### What is needed
Set down each of the records below exactly as it reads. No pictures go into the copy.

### Data excerpts
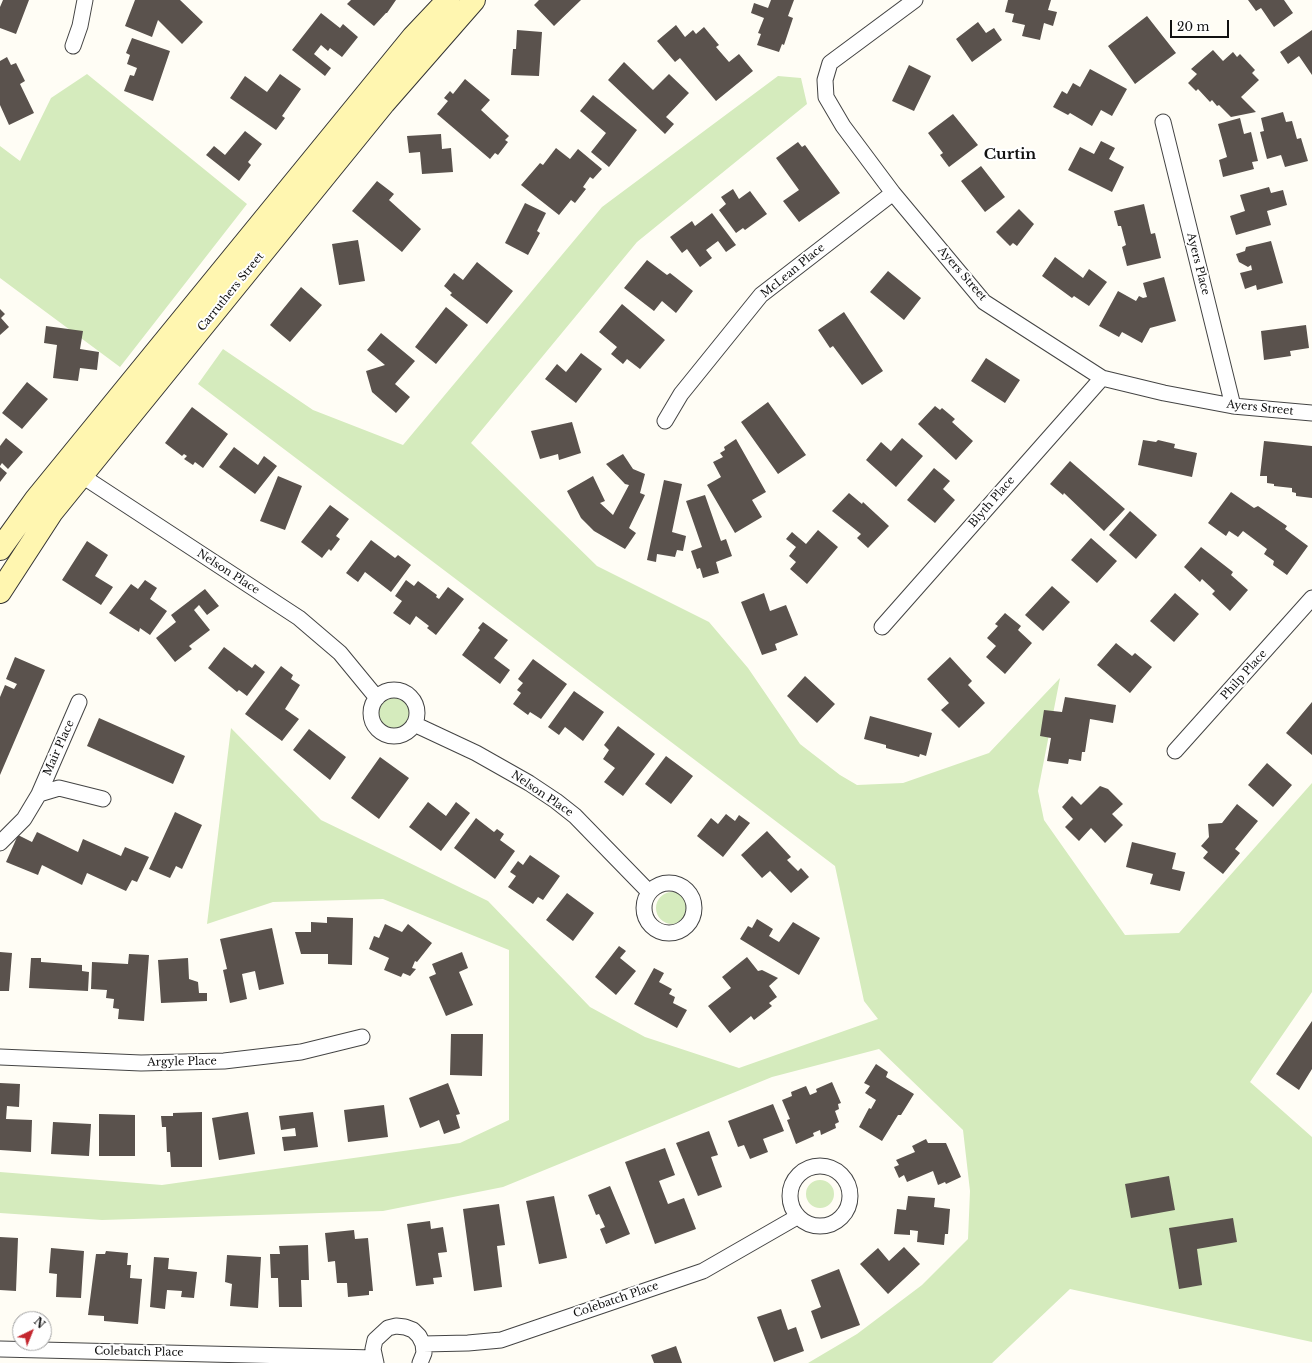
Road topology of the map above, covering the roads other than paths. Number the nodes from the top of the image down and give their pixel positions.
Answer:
1 (85, 0) edge
2 (448, 0) edge
3 (474, 0) edge
4 (915, 0) edge
5 (73, 46) dead end
6 (1163, 122) dead end
7 (893, 193) junction
8 (1102, 378) junction
9 (1233, 406) junction
10 (1312, 413) edge
11 (665, 421) dead end
12 (73, 470) junction
13 (0, 549) edge
14 (0, 592) edge
15 (1312, 598) edge
16 (882, 627) dead end
17 (377, 698) junction
18 (79, 702) dead end
19 (414, 724) junction
20 (1175, 751) dead end
21 (39, 794) junction
22 (103, 799) dead end
23 (0, 843) edge
24 (649, 892) dead end
25 (362, 1036) dead end
26 (0, 1056) edge
27 (797, 1216) junction
28 (423, 1344) junction
29 (0, 1348) edge
30 (375, 1360) edge
31 (420, 1363) edge

1 - 5 street
2 - 12 main road, Carruthers Street
3 - 12 main road, Carruthers Street
4 - 7 street, Ayers Street
6 - 9 street, Ayers Place
7 - 8 street, Ayers Street
7 - 11 street, McLean Place
8 - 9 street, Ayers Street
8 - 16 street, Blyth Place
9 - 10 street, Ayers Street
12 - 13 main road, Carruthers Street
12 - 14 main road, Carruthers Street
12 - 17 street, Nelson Place
15 - 20 street, Philp Place
17 - 19 street
17 - 19 street
18 - 21 street, Mair Place
19 - 24 street, Nelson Place
21 - 22 street, Mair Place
21 - 23 street, Mair Place
25 - 26 street, Argyle Place
27 - 27 street
27 - 28 street, Colebatch Place
28 - 30 street, Colebatch Place
28 - 31 street
29 - 30 street, Colebatch Place

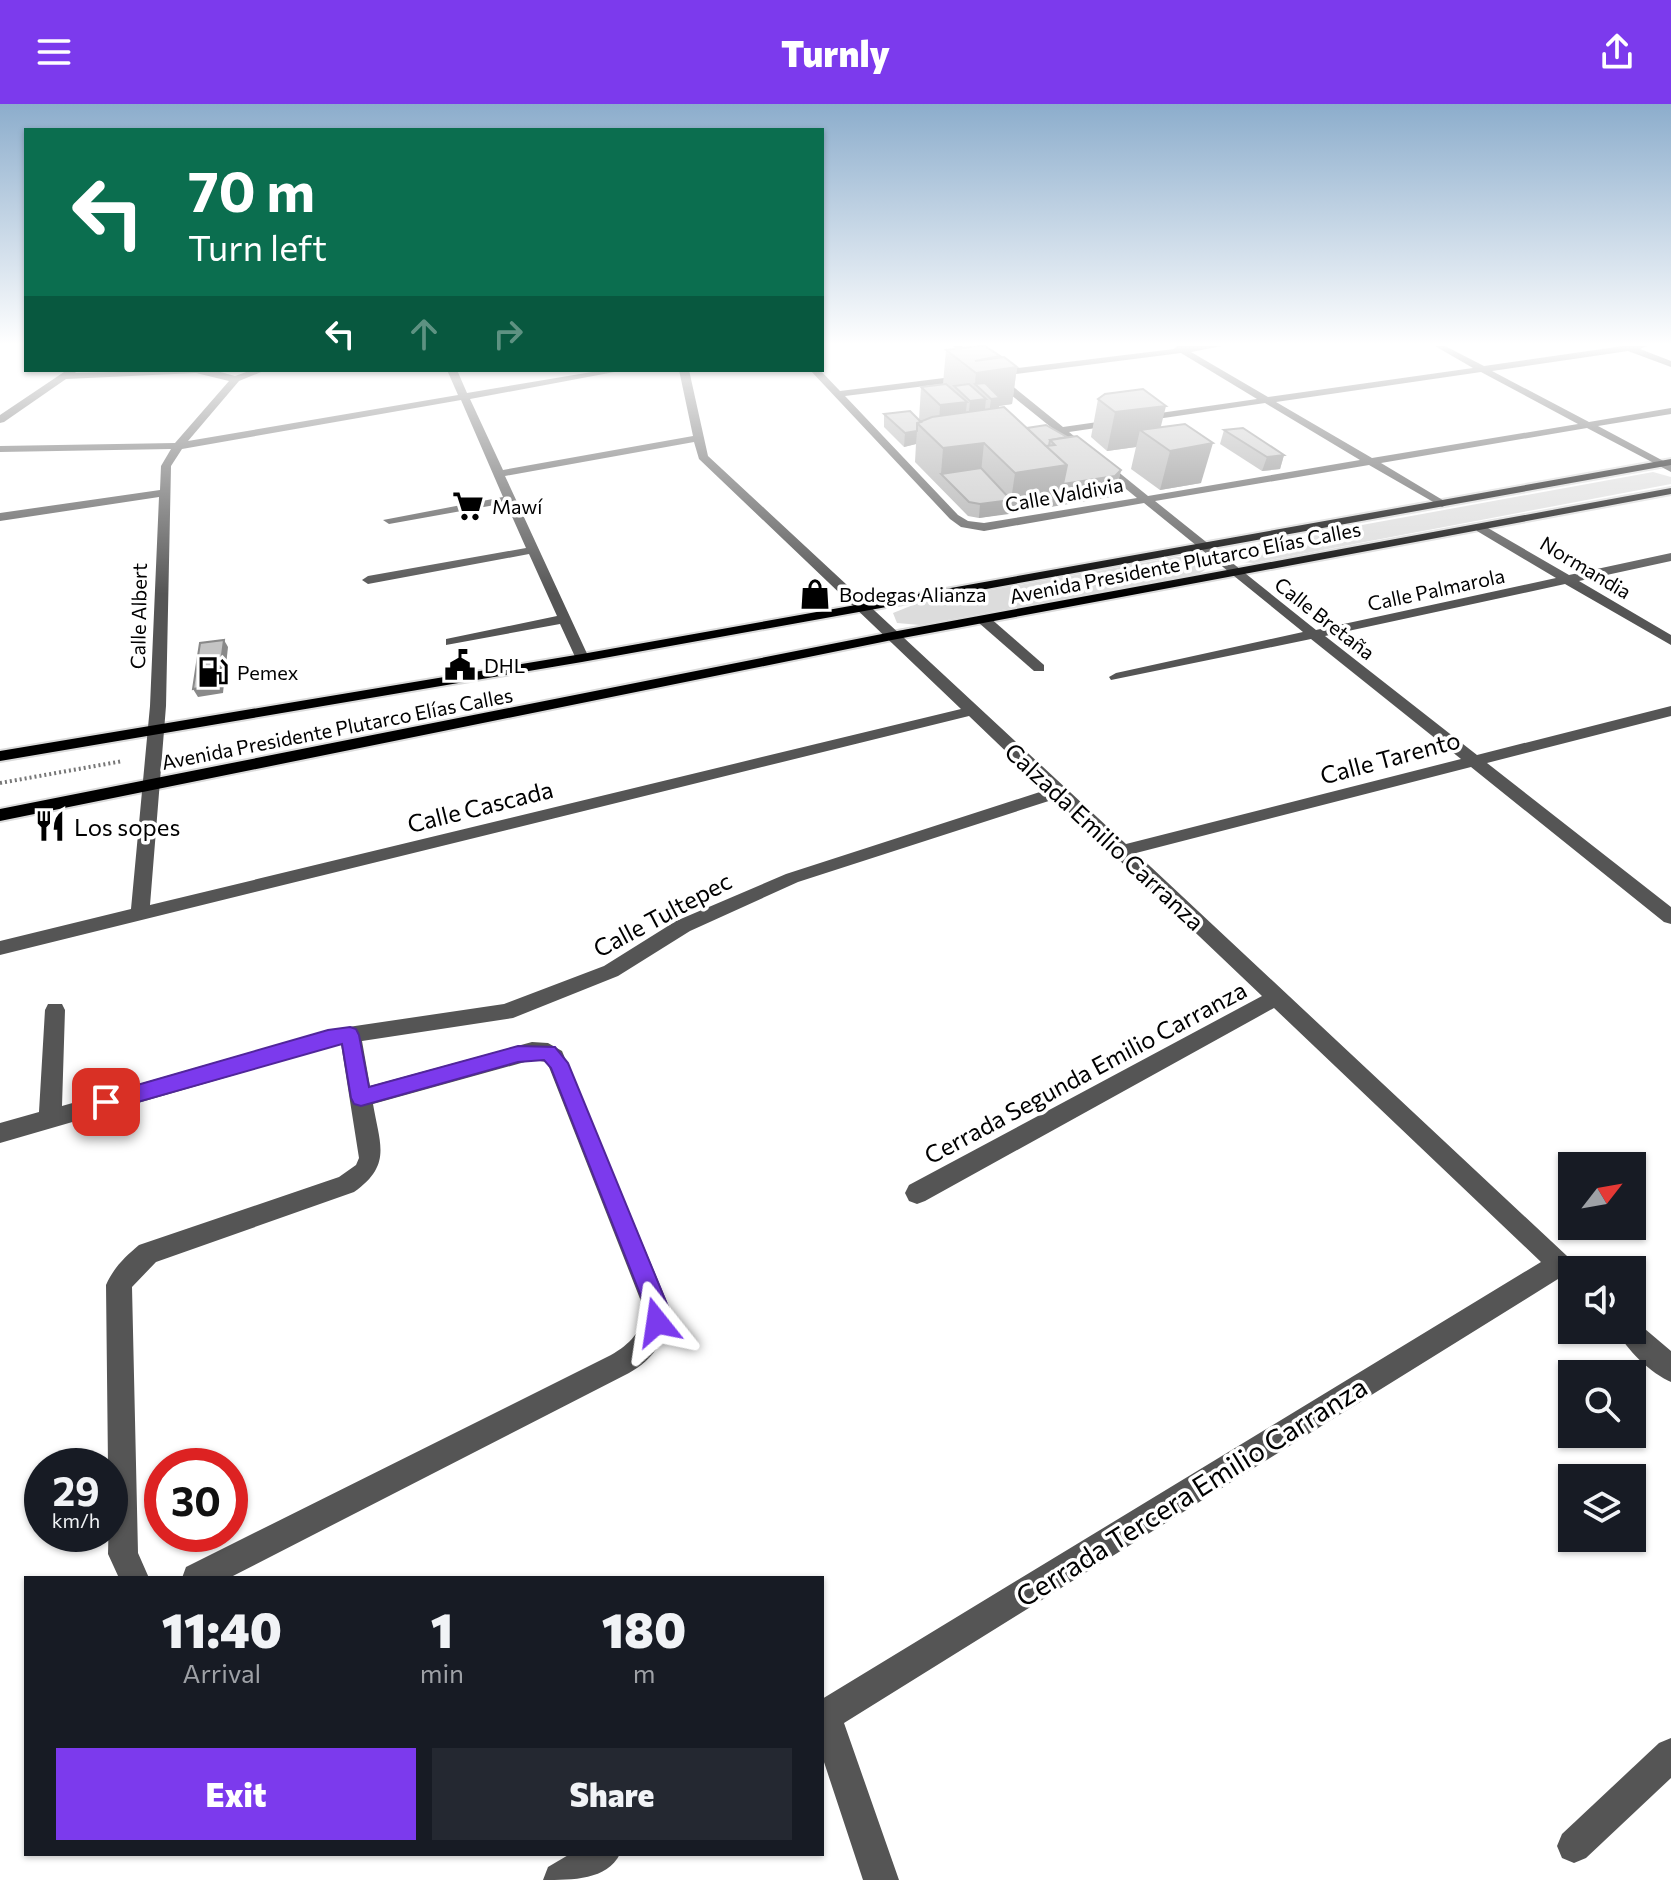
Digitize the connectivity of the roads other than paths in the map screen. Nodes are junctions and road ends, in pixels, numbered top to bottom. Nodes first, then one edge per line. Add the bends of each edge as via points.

### Exercise output
Road topology of the map above, covering the roads other than paths. Number the nodes from the top of the image down and give their pixel positions.
Answer:
1 (85, 0) edge
2 (448, 0) edge
3 (474, 0) edge
4 (915, 0) edge
5 (73, 46) dead end
6 (1163, 122) dead end
7 (893, 193) junction
8 (1102, 378) junction
9 (1233, 406) junction
10 (1312, 413) edge
11 (665, 421) dead end
12 (73, 470) junction
13 (0, 549) edge
14 (0, 592) edge
15 (1312, 598) edge
16 (882, 627) dead end
17 (377, 698) junction
18 (79, 702) dead end
19 (414, 724) junction
20 (1175, 751) dead end
21 (39, 794) junction
22 (103, 799) dead end
23 (0, 843) edge
24 (649, 892) dead end
25 (362, 1036) dead end
26 (0, 1056) edge
27 (797, 1216) junction
28 (423, 1344) junction
29 (0, 1348) edge
30 (375, 1360) edge
31 (420, 1363) edge

1 - 5 street
2 - 12 main road, Carruthers Street
3 - 12 main road, Carruthers Street
4 - 7 street, Ayers Street
6 - 9 street, Ayers Place
7 - 8 street, Ayers Street
7 - 11 street, McLean Place
8 - 9 street, Ayers Street
8 - 16 street, Blyth Place
9 - 10 street, Ayers Street
12 - 13 main road, Carruthers Street
12 - 14 main road, Carruthers Street
12 - 17 street, Nelson Place
15 - 20 street, Philp Place
17 - 19 street
17 - 19 street
18 - 21 street, Mair Place
19 - 24 street, Nelson Place
21 - 22 street, Mair Place
21 - 23 street, Mair Place
25 - 26 street, Argyle Place
27 - 27 street
27 - 28 street, Colebatch Place
28 - 30 street, Colebatch Place
28 - 31 street
29 - 30 street, Colebatch Place

Digitize the connectivity of the roads other than paths in the map screen. Nodes are junctions and road ends, in pixels, numbered top to bottom. Nodes first, then one edge per line. Add the bends of each edge as via points.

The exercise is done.